# [What is expected]
Go through the records below and copy out every line holding "mouth".

Records excerpted from a collection

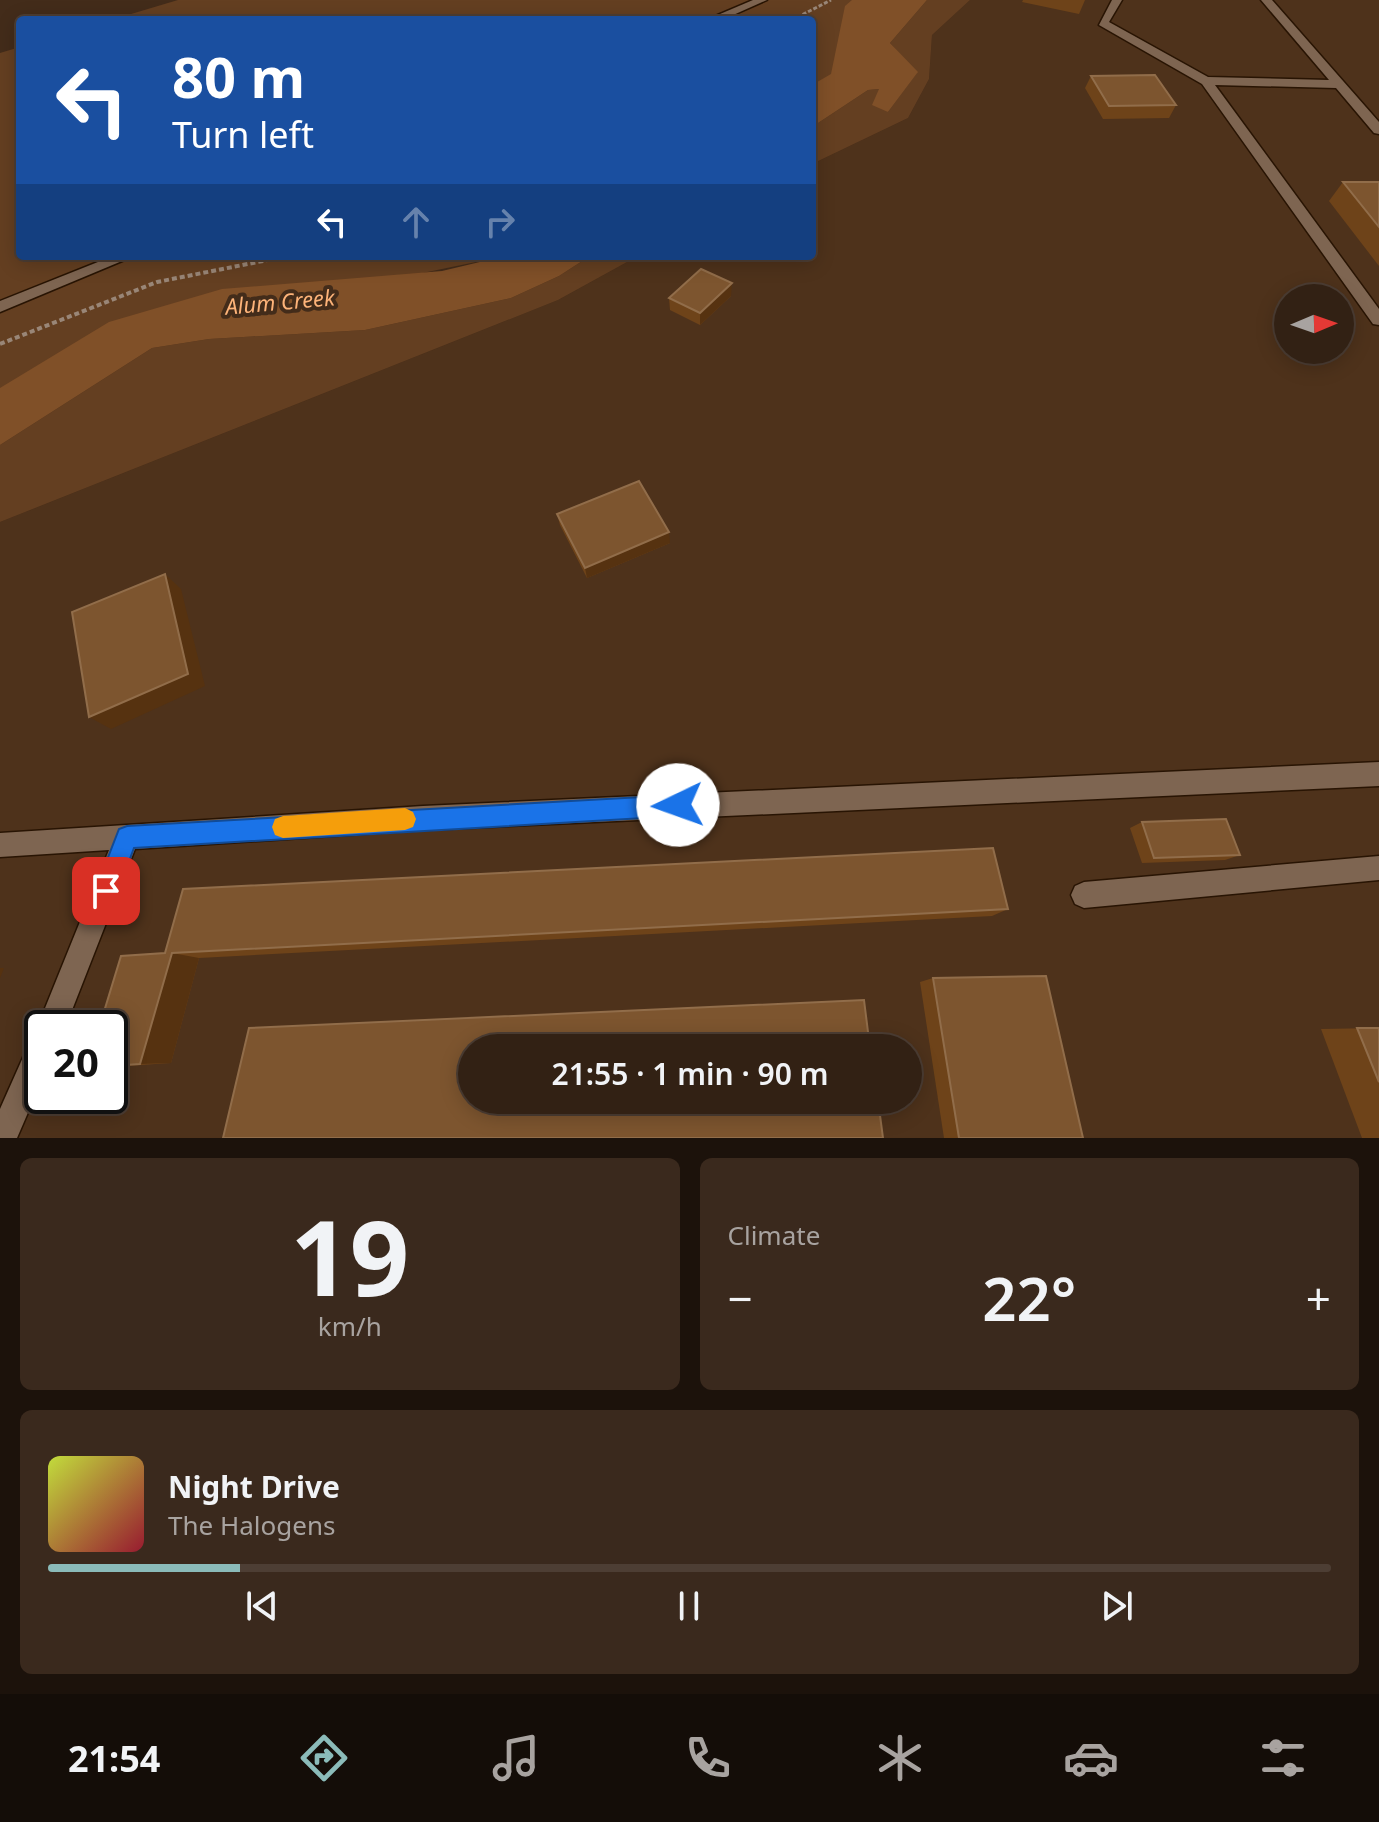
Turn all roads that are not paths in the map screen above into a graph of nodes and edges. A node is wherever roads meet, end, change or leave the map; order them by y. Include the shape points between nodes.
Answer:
1 (762, 0) edge
2 (1117, 0) edge
3 (1266, 0) edge
4 (722, 16) edge
5 (1206, 81) junction
6 (1337, 84) junction
7 (1379, 130) edge
8 (117, 260) edge
9 (0, 307) edge
10 (1379, 320) edge
11 (1379, 774) edge
12 (127, 837) junction
13 (0, 845) edge
14 (1379, 868) edge
15 (1084, 895) dead end
16 (58, 1010) edge
17 (24, 1088) edge
18 (2, 1138) edge

1 - 4 lane
2 - 5 lane via 1103,23
3 - 6 lane
5 - 6 lane
5 - 10 lane
6 - 7 lane
8 - 9 lane
11 - 12 lane
12 - 13 lane
12 - 16 lane
14 - 15 lane
17 - 18 lane

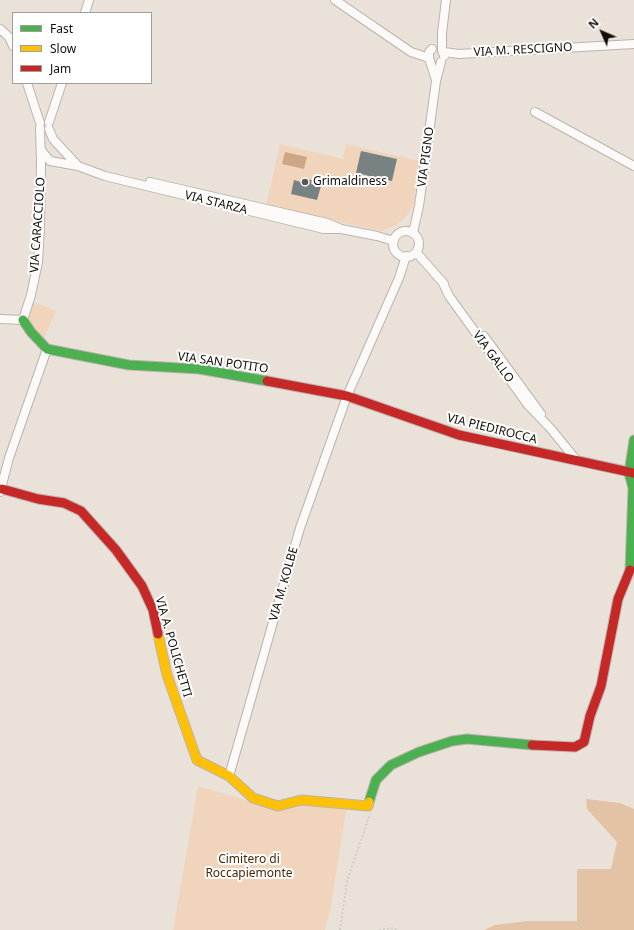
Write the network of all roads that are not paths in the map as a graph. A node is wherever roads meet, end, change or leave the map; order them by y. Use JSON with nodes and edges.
{"nodes":[{"id":1,"x":89,"y":0,"type":"edge"},
{"id":2,"x":335,"y":0,"type":"edge"},
{"id":3,"x":446,"y":0,"type":"edge"},
{"id":4,"x":85,"y":12,"type":"edge"},
{"id":5,"x":0,"y":29,"type":"edge"},
{"id":6,"x":12,"y":44,"type":"edge"},
{"id":7,"x":634,"y":44,"type":"edge"},
{"id":8,"x":411,"y":52,"type":"junction"},
{"id":9,"x":439,"y":53,"type":"junction"},
{"id":10,"x":429,"y":60,"type":"junction"},
{"id":11,"x":436,"y":81,"type":"junction"},
{"id":12,"x":27,"y":84,"type":"edge"},
{"id":13,"x":62,"y":84,"type":"edge"},
{"id":14,"x":535,"y":112,"type":"dead end"},
{"id":15,"x":49,"y":125,"type":"junction"},
{"id":16,"x":40,"y":126,"type":"junction"},
{"id":17,"x":41,"y":150,"type":"junction"},
{"id":18,"x":78,"y":166,"type":"junction"},
{"id":19,"x":634,"y":166,"type":"edge"},
{"id":20,"x":413,"y":233,"type":"junction"},
{"id":21,"x":394,"y":241,"type":"junction"},
{"id":22,"x":416,"y":252,"type":"junction"},
{"id":23,"x":406,"y":256,"type":"junction"},
{"id":24,"x":0,"y":319,"type":"edge"},
{"id":25,"x":24,"y":320,"type":"junction"},
{"id":26,"x":47,"y":349,"type":"junction"},
{"id":27,"x":347,"y":396,"type":"junction"},
{"id":28,"x":634,"y":440,"type":"edge"},
{"id":29,"x":577,"y":461,"type":"junction"},
{"id":30,"x":632,"y":473,"type":"edge"},
{"id":31,"x":1,"y":490,"type":"edge"},
{"id":32,"x":229,"y":776,"type":"junction"}],
"edges":[{"from":1,"to":4,"type":"street"},
{"from":2,"to":8,"type":"street"},
{"from":3,"to":9,"type":"street","name":"VIA PIGNO"},
{"from":5,"to":6,"type":"street"},
{"from":7,"to":9,"type":"street","name":"VIA M. RESCIGNO"},
{"from":8,"to":9,"type":"street"},
{"from":8,"to":10,"type":"street"},
{"from":9,"to":10,"type":"street"},
{"from":9,"to":10,"type":"street"},
{"from":9,"to":11,"type":"street","name":"VIA PIGNO"},
{"from":10,"to":11,"type":"street","name":"VIA PIGNO"},
{"from":11,"to":20,"type":"street","name":"VIA PIGNO"},
{"from":12,"to":16,"type":"street","name":"VIA CARACCIOLO"},
{"from":13,"to":15,"type":"street"},
{"from":14,"to":19,"type":"street"},
{"from":15,"to":16,"type":"street"},
{"from":15,"to":18,"type":"street"},
{"from":16,"to":17,"type":"street","name":"VIA CARACCIOLO"},
{"from":17,"to":18,"type":"street","name":"VIA STARZA"},
{"from":17,"to":25,"type":"street","name":"VIA CARACCIOLO"},
{"from":18,"to":21,"type":"street","name":"VIA STARZA"},
{"from":20,"to":21,"type":"street"},
{"from":20,"to":22,"type":"street"},
{"from":21,"to":23,"type":"street"},
{"from":22,"to":23,"type":"street"},
{"from":22,"to":29,"type":"street","name":"VIA GALLO"},
{"from":23,"to":27,"type":"street"},
{"from":24,"to":25,"type":"street"},
{"from":25,"to":26,"type":"street"},
{"from":26,"to":27,"type":"street","name":"VIA SAN POTITO"},
{"from":26,"to":31,"type":"street"},
{"from":27,"to":29,"type":"street","name":"VIA PIEDIROCCA"},
{"from":27,"to":32,"type":"street","name":"VIA M. KOLBE"},
{"from":28,"to":30,"type":"street"},
{"from":29,"to":30,"type":"street","name":"VIA PIEDIROCCA"},
{"from":30,"to":32,"type":"street","name":"VIA A. POLICHETTI"},
{"from":31,"to":32,"type":"street","name":"VIA A. POLICHETTI"}]}
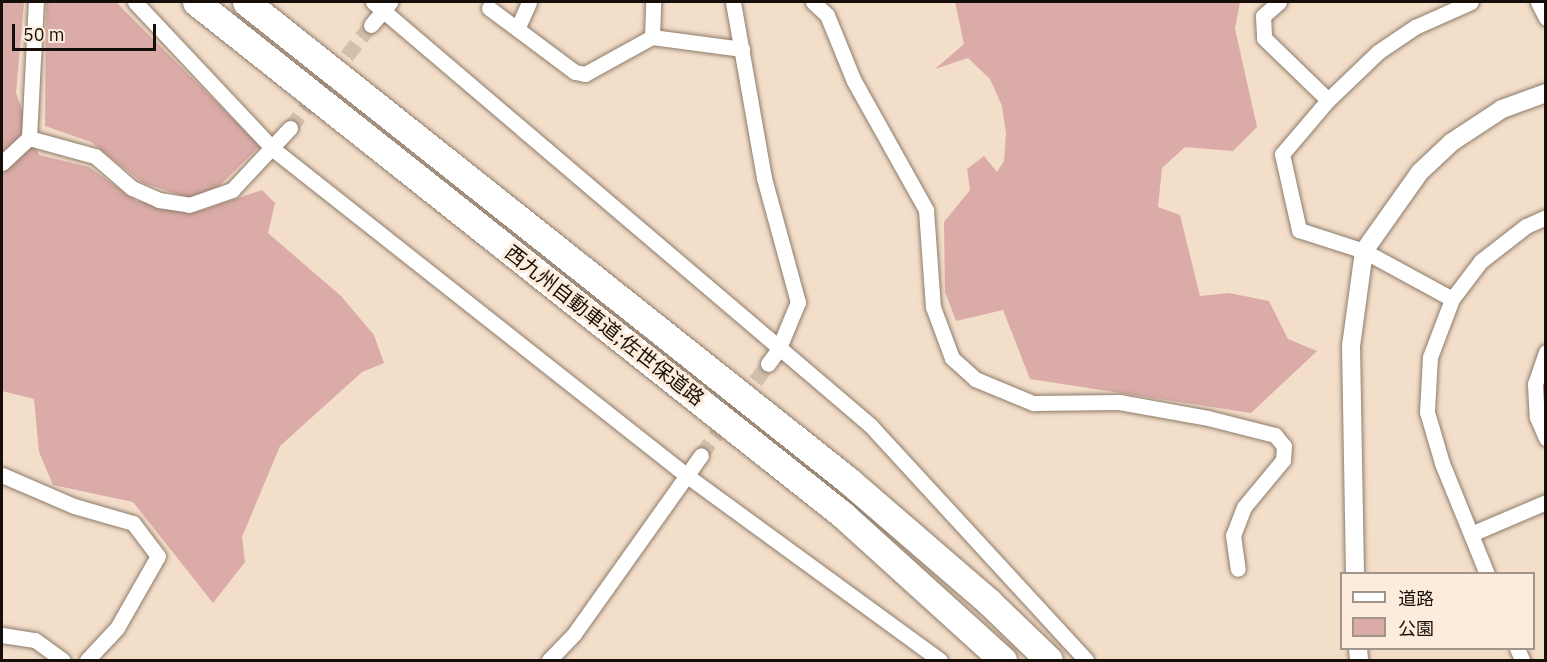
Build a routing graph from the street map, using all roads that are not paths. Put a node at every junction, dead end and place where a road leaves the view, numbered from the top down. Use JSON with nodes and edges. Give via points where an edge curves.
{"nodes":[{"id":1,"x":36,"y":2,"type":"edge"},
{"id":2,"x":135,"y":2,"type":"edge"},
{"id":3,"x":196,"y":2,"type":"edge"},
{"id":4,"x":246,"y":2,"type":"edge"},
{"id":5,"x":528,"y":2,"type":"edge"},
{"id":6,"x":653,"y":2,"type":"edge"},
{"id":7,"x":733,"y":2,"type":"edge"},
{"id":8,"x":813,"y":2,"type":"edge"},
{"id":9,"x":1279,"y":2,"type":"edge"},
{"id":10,"x":1471,"y":2,"type":"edge"},
{"id":11,"x":1538,"y":2,"type":"edge"},
{"id":12,"x":382,"y":5,"type":"edge"},
{"id":13,"x":489,"y":8,"type":"dead end"},
{"id":14,"x":1545,"y":18,"type":"edge"},
{"id":15,"x":371,"y":25,"type":"tunnel mouth"},
{"id":16,"x":518,"y":27,"type":"junction"},
{"id":17,"x":652,"y":37,"type":"junction"},
{"id":18,"x":742,"y":49,"type":"junction"},
{"id":19,"x":1545,"y":93,"type":"edge"},
{"id":20,"x":1328,"y":100,"type":"junction"},
{"id":21,"x":290,"y":128,"type":"tunnel mouth"},
{"id":22,"x":29,"y":138,"type":"junction"},
{"id":23,"x":273,"y":150,"type":"junction"},
{"id":24,"x":2,"y":163,"type":"edge"},
{"id":25,"x":1545,"y":217,"type":"edge"},
{"id":26,"x":1364,"y":251,"type":"junction"},
{"id":27,"x":1452,"y":299,"type":"junction"},
{"id":28,"x":778,"y":350,"type":"junction"},
{"id":29,"x":1545,"y":352,"type":"edge"},
{"id":30,"x":768,"y":364,"type":"tunnel mouth"},
{"id":31,"x":1545,"y":438,"type":"edge"},
{"id":32,"x":701,"y":455,"type":"tunnel mouth"},
{"id":33,"x":2,"y":475,"type":"edge"},
{"id":34,"x":686,"y":475,"type":"junction"},
{"id":35,"x":1545,"y":502,"type":"edge"},
{"id":36,"x":1471,"y":534,"type":"junction"},
{"id":37,"x":1238,"y":569,"type":"dead end"},
{"id":38,"x":1355,"y":572,"type":"edge"},
{"id":39,"x":1487,"y":572,"type":"edge"},
{"id":40,"x":2,"y":636,"type":"edge"},
{"id":41,"x":63,"y":660,"type":"edge"},
{"id":42,"x":87,"y":660,"type":"edge"},
{"id":43,"x":549,"y":660,"type":"edge"},
{"id":44,"x":940,"y":660,"type":"edge"},
{"id":45,"x":1003,"y":660,"type":"edge"},
{"id":46,"x":1048,"y":660,"type":"edge"},
{"id":47,"x":1086,"y":660,"type":"edge"}],
"edges":[{"from":1,"to":22,"type":"street"},
{"from":2,"to":23,"type":"street"},
{"from":3,"to":45,"type":"highway","name":"西九州自動車道;佐世保道路","via":[[834,508]]},
{"from":4,"to":46,"type":"highway","name":"西九州自動車道;佐世保道路","via":[[849,481],[989,602]]},
{"from":5,"to":16,"type":"street"},
{"from":6,"to":17,"type":"street"},
{"from":7,"to":18,"type":"street"},
{"from":8,"to":37,"type":"street","via":[[826,15],[855,81],[926,210],[933,307],[952,358],[975,379],[1033,403],[1119,402],[1275,435],[1284,446],[1283,460],[1244,507],[1233,535]]},
{"from":9,"to":20,"type":"street","via":[[1263,16],[1264,38]]},
{"from":10,"to":20,"type":"street","via":[[1406,33],[1378,52]]},
{"from":11,"to":14,"type":"street"},
{"from":12,"to":15,"type":"street"},
{"from":12,"to":28,"type":"street"},
{"from":13,"to":16,"type":"street"},
{"from":16,"to":17,"type":"street","via":[[575,72],[585,74]]},
{"from":17,"to":18,"type":"street"},
{"from":18,"to":28,"type":"street","via":[[764,178],[798,302]]},
{"from":19,"to":26,"type":"street","via":[[1502,109],[1452,142],[1420,172]]},
{"from":20,"to":26,"type":"street","via":[[1282,154],[1299,230]]},
{"from":21,"to":23,"type":"street"},
{"from":22,"to":23,"type":"street","via":[[95,156],[132,188],[159,201],[189,205],[232,190]]},
{"from":22,"to":24,"type":"street"},
{"from":23,"to":34,"type":"street"},
{"from":25,"to":27,"type":"street","via":[[1526,226],[1481,261]]},
{"from":26,"to":27,"type":"street"},
{"from":26,"to":38,"type":"street","via":[[1351,346]]},
{"from":27,"to":36,"type":"street","via":[[1430,357],[1427,412],[1442,463]]},
{"from":28,"to":30,"type":"street"},
{"from":28,"to":47,"type":"street","via":[[870,425]]},
{"from":29,"to":31,"type":"street","via":[[1534,384],[1537,417]]},
{"from":32,"to":34,"type":"street"},
{"from":33,"to":42,"type":"street","via":[[74,506],[134,523],[158,556],[117,628]]},
{"from":34,"to":43,"type":"street","via":[[574,634]]},
{"from":34,"to":44,"type":"street"},
{"from":35,"to":36,"type":"street"},
{"from":36,"to":39,"type":"street"},
{"from":40,"to":41,"type":"street","via":[[35,640]]}]}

# [Response area]
{"id":15,"x":371,"y":25,"type":"tunnel mouth"},
{"id":21,"x":290,"y":128,"type":"tunnel mouth"},
{"id":30,"x":768,"y":364,"type":"tunnel mouth"},
{"id":32,"x":701,"y":455,"type":"tunnel mouth"},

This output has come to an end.